Nervös nahm er einen tiefen Zug von seiner Kippe. Was er jetzt sagen musste, würde ihm bestimmt noch in ein paar Monaten Magenschmerzen bereiten.
»Habt ihr noch einen sauberen Wagen?«
»Nein.«
»Besorgt euch einen, woll. Und dann fahrt so schnell es geht zum Wohnwagen.«
»Du spinnst. Wir haben die Beute dabei. Und was mache ich mit dem Jungen?«
»Deponier das Zeug irgendwo, in ‘nem Schließfach am Bahnhof oder so. Wenn das Zeug weg ist, ist es eben weg. Und dann kümmerst du dich um den Kleinen, woll.«
»Und wie?«
Marohn holte tief Luft. »Sorg dafür, dass er uns keine Probleme mehr machen kann.«
Am anderen Ende der Verbindung waren zunächst nur Atemzüge zu hören. »Okay«, meinte Kamarov dann leidenschaftslos. »Wir brauchen aber Ersatz. Kümmerst du dich darum?«
»Ja«, meinte Marohn. »Ich ruf dich an.«
»Bis dann.«
Marohn kappte die Verbindung. Dann starrte er ungläubig auf das Handy, so als könne er nicht begreifen, was er gerade gehört hatte. Und vor allem, dass er eben die Anweisung gegeben hatte, einen Menschen zu töten.

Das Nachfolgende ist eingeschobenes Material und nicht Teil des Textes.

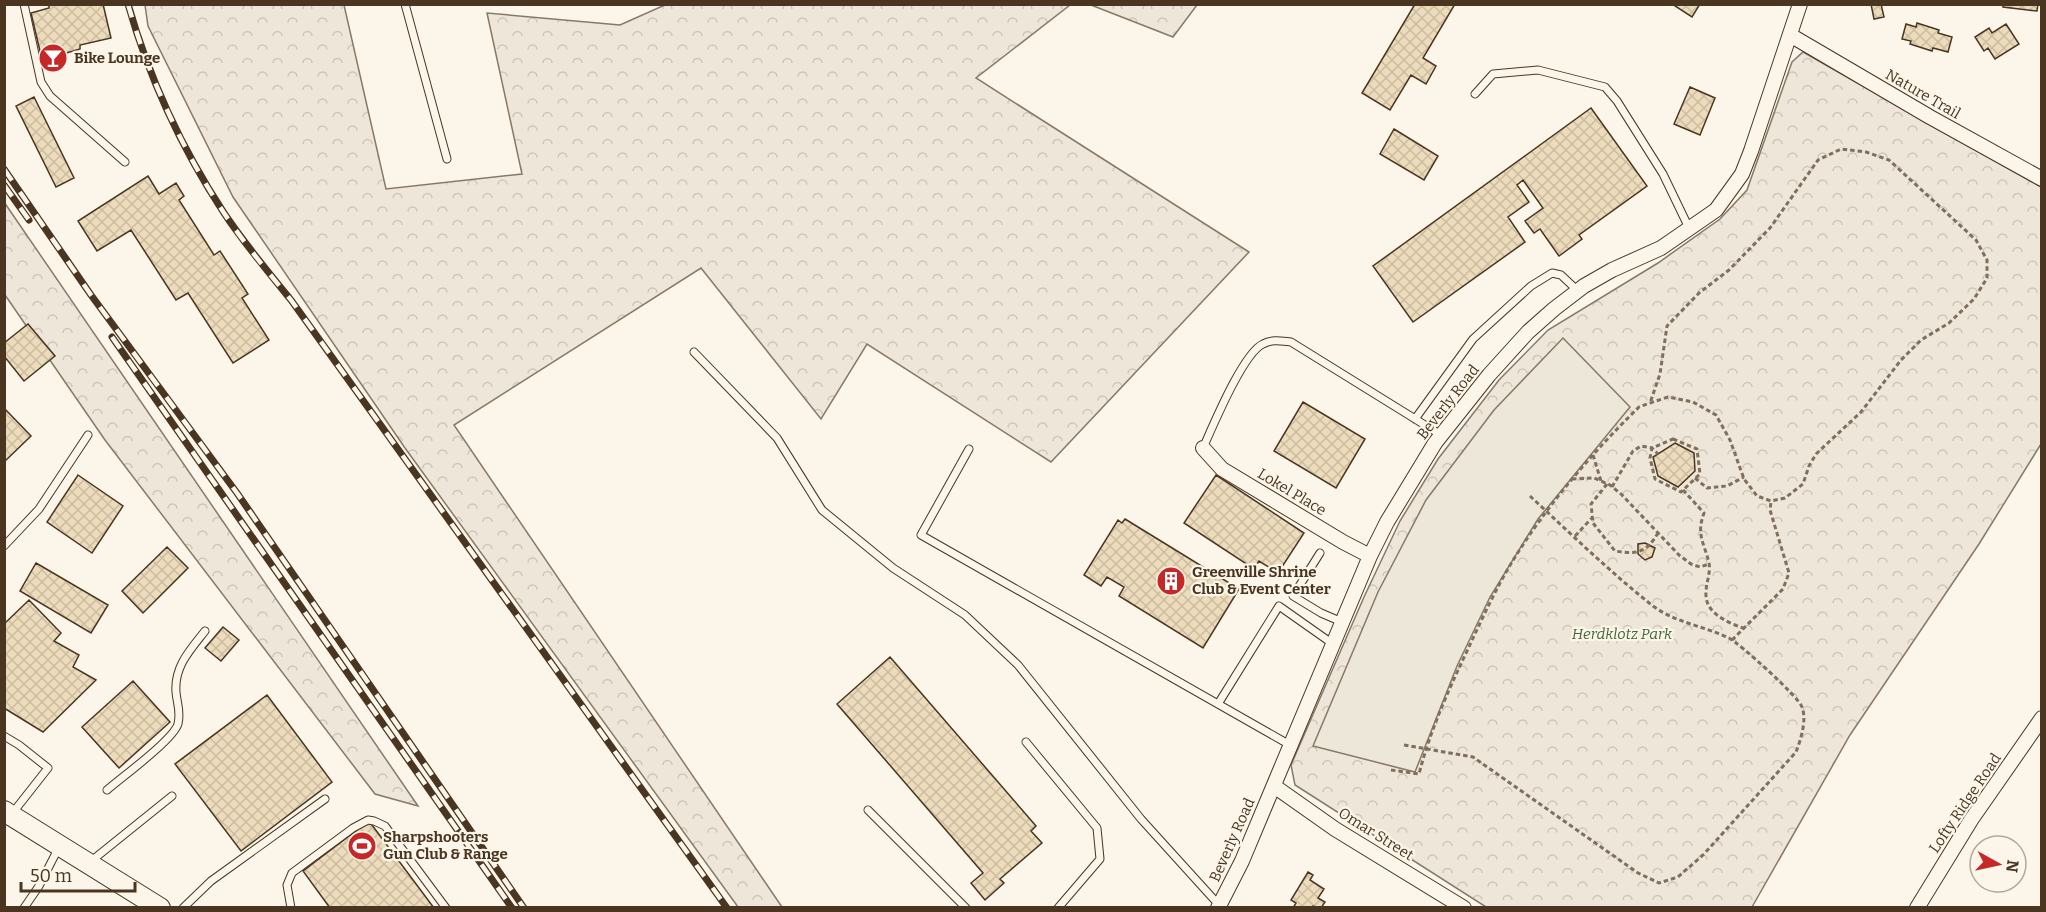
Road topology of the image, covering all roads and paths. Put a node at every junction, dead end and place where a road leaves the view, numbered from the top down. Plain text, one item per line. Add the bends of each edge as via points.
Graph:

Draußen tobte das Gewitter. Schwerfällig wuchtete der Dicke seinen Körper vom Stuhl, trat an den Kühlschrank und nahm sich eine Flasche Mineralwasser heraus.
Irgendwann musste ja mal etwas schief gehen, sie hatten schon viel zu lange Glück gehabt. Aber dass das gleich so furchtbar aus dem Ruder lief…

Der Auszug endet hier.